Requirement: Even if a line seems odd, print it as it is, and include every record.

Information:

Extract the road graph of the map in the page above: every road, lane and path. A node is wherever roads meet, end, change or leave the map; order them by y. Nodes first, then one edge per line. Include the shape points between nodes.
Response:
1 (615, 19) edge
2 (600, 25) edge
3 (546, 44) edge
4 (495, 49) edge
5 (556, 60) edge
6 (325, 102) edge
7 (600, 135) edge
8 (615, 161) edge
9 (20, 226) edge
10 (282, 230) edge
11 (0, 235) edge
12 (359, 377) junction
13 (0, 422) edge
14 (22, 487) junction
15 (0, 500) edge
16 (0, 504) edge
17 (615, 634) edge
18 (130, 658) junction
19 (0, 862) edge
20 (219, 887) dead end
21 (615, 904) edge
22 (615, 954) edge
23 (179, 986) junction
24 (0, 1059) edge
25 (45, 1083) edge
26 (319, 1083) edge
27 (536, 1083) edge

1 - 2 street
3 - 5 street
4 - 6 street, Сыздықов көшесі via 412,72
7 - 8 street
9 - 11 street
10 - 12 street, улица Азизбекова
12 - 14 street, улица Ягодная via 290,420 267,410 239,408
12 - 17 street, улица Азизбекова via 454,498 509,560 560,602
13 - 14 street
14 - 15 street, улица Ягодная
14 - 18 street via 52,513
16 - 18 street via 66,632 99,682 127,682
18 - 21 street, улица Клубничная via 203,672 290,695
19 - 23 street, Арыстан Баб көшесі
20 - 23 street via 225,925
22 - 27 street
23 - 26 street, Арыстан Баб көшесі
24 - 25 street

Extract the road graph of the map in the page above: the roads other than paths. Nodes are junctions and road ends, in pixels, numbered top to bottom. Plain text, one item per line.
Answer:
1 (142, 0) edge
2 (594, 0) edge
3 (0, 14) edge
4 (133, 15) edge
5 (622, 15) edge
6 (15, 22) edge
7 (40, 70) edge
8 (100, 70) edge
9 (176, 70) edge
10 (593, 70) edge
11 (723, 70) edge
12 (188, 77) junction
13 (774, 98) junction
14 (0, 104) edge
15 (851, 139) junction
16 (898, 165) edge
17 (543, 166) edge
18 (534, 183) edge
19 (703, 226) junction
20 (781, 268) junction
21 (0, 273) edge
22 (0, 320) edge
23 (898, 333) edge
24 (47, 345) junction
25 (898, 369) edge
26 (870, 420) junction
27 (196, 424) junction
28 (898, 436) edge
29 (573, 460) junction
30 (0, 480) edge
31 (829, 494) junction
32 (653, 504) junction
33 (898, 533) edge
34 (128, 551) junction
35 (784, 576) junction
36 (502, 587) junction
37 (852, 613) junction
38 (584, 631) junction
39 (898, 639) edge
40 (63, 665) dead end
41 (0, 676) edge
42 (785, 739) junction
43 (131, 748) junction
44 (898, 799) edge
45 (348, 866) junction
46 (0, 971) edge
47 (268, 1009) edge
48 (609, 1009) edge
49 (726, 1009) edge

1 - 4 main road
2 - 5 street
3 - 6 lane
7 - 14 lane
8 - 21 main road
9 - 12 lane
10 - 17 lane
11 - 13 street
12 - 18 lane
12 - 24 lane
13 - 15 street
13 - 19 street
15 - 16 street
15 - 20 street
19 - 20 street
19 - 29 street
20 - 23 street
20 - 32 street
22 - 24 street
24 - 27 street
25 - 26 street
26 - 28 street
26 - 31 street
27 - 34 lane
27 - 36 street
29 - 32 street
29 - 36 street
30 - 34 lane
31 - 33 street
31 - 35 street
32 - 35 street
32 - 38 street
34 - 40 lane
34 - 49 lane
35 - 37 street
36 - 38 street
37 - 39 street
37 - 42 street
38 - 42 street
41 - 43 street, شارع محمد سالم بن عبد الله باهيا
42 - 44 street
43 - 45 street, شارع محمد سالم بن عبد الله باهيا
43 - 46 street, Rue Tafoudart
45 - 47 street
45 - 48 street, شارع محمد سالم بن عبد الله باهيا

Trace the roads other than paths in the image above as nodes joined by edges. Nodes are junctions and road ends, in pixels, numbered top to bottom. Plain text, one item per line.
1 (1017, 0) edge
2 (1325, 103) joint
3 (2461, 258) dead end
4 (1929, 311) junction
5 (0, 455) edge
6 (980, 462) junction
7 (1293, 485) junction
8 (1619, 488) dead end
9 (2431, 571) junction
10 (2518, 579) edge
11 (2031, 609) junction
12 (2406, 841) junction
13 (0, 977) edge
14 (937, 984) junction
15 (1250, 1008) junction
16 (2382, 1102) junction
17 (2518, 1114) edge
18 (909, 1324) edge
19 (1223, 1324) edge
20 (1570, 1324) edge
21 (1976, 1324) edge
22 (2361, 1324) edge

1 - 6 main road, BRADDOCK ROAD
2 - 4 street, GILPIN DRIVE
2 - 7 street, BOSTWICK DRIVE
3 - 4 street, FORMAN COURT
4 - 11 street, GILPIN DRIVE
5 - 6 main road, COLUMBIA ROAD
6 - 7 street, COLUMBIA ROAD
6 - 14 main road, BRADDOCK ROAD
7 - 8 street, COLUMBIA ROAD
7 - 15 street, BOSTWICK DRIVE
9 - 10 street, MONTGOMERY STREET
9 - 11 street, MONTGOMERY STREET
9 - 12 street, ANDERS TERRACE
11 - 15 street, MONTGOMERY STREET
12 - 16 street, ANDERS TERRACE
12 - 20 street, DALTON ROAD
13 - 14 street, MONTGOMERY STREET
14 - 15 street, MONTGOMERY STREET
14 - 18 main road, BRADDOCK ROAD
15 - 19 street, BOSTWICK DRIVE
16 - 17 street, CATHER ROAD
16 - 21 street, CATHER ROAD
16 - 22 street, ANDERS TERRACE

Answer:
Extract the road graph of the map in the page above: every road, lane and path. A node is wherever roads meet, end, change or leave the map; order them by y. Nodes first, then one edge per line. Include the shape points between nodes.
Response:
1 (615, 19) edge
2 (600, 25) edge
3 (546, 44) edge
4 (495, 49) edge
5 (556, 60) edge
6 (325, 102) edge
7 (600, 135) edge
8 (615, 161) edge
9 (20, 226) edge
10 (282, 230) edge
11 (0, 235) edge
12 (359, 377) junction
13 (0, 422) edge
14 (22, 487) junction
15 (0, 500) edge
16 (0, 504) edge
17 (615, 634) edge
18 (130, 658) junction
19 (0, 862) edge
20 (219, 887) dead end
21 (615, 904) edge
22 (615, 954) edge
23 (179, 986) junction
24 (0, 1059) edge
25 (45, 1083) edge
26 (319, 1083) edge
27 (536, 1083) edge

1 - 2 street
3 - 5 street
4 - 6 street, Сыздықов көшесі via 412,72
7 - 8 street
9 - 11 street
10 - 12 street, улица Азизбекова
12 - 14 street, улица Ягодная via 290,420 267,410 239,408
12 - 17 street, улица Азизбекова via 454,498 509,560 560,602
13 - 14 street
14 - 15 street, улица Ягодная
14 - 18 street via 52,513
16 - 18 street via 66,632 99,682 127,682
18 - 21 street, улица Клубничная via 203,672 290,695
19 - 23 street, Арыстан Баб көшесі
20 - 23 street via 225,925
22 - 27 street
23 - 26 street, Арыстан Баб көшесі
24 - 25 street

Extract the road graph of the map in the page above: the roads other than paths. Nodes are junctions and road ends, in pixels, numbered top to bottom. Plain text, one item per line.
Answer:
1 (142, 0) edge
2 (594, 0) edge
3 (0, 14) edge
4 (133, 15) edge
5 (622, 15) edge
6 (15, 22) edge
7 (40, 70) edge
8 (100, 70) edge
9 (176, 70) edge
10 (593, 70) edge
11 (723, 70) edge
12 (188, 77) junction
13 (774, 98) junction
14 (0, 104) edge
15 (851, 139) junction
16 (898, 165) edge
17 (543, 166) edge
18 (534, 183) edge
19 (703, 226) junction
20 (781, 268) junction
21 (0, 273) edge
22 (0, 320) edge
23 (898, 333) edge
24 (47, 345) junction
25 (898, 369) edge
26 (870, 420) junction
27 (196, 424) junction
28 (898, 436) edge
29 (573, 460) junction
30 (0, 480) edge
31 (829, 494) junction
32 (653, 504) junction
33 (898, 533) edge
34 (128, 551) junction
35 (784, 576) junction
36 (502, 587) junction
37 (852, 613) junction
38 (584, 631) junction
39 (898, 639) edge
40 (63, 665) dead end
41 (0, 676) edge
42 (785, 739) junction
43 (131, 748) junction
44 (898, 799) edge
45 (348, 866) junction
46 (0, 971) edge
47 (268, 1009) edge
48 (609, 1009) edge
49 (726, 1009) edge

1 - 4 main road
2 - 5 street
3 - 6 lane
7 - 14 lane
8 - 21 main road
9 - 12 lane
10 - 17 lane
11 - 13 street
12 - 18 lane
12 - 24 lane
13 - 15 street
13 - 19 street
15 - 16 street
15 - 20 street
19 - 20 street
19 - 29 street
20 - 23 street
20 - 32 street
22 - 24 street
24 - 27 street
25 - 26 street
26 - 28 street
26 - 31 street
27 - 34 lane
27 - 36 street
29 - 32 street
29 - 36 street
30 - 34 lane
31 - 33 street
31 - 35 street
32 - 35 street
32 - 38 street
34 - 40 lane
34 - 49 lane
35 - 37 street
36 - 38 street
37 - 39 street
37 - 42 street
38 - 42 street
41 - 43 street, شارع محمد سالم بن عبد الله باهيا
42 - 44 street
43 - 45 street, شارع محمد سالم بن عبد الله باهيا
43 - 46 street, Rue Tafoudart
45 - 47 street
45 - 48 street, شارع محمد سالم بن عبد الله باهيا

Trace the roads other than paths in the image above as nodes joined by edges. Nodes are junctions and road ends, in pixels, numbered top to bottom. Plain text, one item per line.
1 (1017, 0) edge
2 (1325, 103) joint
3 (2461, 258) dead end
4 (1929, 311) junction
5 (0, 455) edge
6 (980, 462) junction
7 (1293, 485) junction
8 (1619, 488) dead end
9 (2431, 571) junction
10 (2518, 579) edge
11 (2031, 609) junction
12 (2406, 841) junction
13 (0, 977) edge
14 (937, 984) junction
15 (1250, 1008) junction
16 (2382, 1102) junction
17 (2518, 1114) edge
18 (909, 1324) edge
19 (1223, 1324) edge
20 (1570, 1324) edge
21 (1976, 1324) edge
22 (2361, 1324) edge

1 - 6 main road, BRADDOCK ROAD
2 - 4 street, GILPIN DRIVE
2 - 7 street, BOSTWICK DRIVE
3 - 4 street, FORMAN COURT
4 - 11 street, GILPIN DRIVE
5 - 6 main road, COLUMBIA ROAD
6 - 7 street, COLUMBIA ROAD
6 - 14 main road, BRADDOCK ROAD
7 - 8 street, COLUMBIA ROAD
7 - 15 street, BOSTWICK DRIVE
9 - 10 street, MONTGOMERY STREET
9 - 11 street, MONTGOMERY STREET
9 - 12 street, ANDERS TERRACE
11 - 15 street, MONTGOMERY STREET
12 - 16 street, ANDERS TERRACE
12 - 20 street, DALTON ROAD
13 - 14 street, MONTGOMERY STREET
14 - 15 street, MONTGOMERY STREET
14 - 18 main road, BRADDOCK ROAD
15 - 19 street, BOSTWICK DRIVE
16 - 17 street, CATHER ROAD
16 - 21 street, CATHER ROAD
16 - 22 street, ANDERS TERRACE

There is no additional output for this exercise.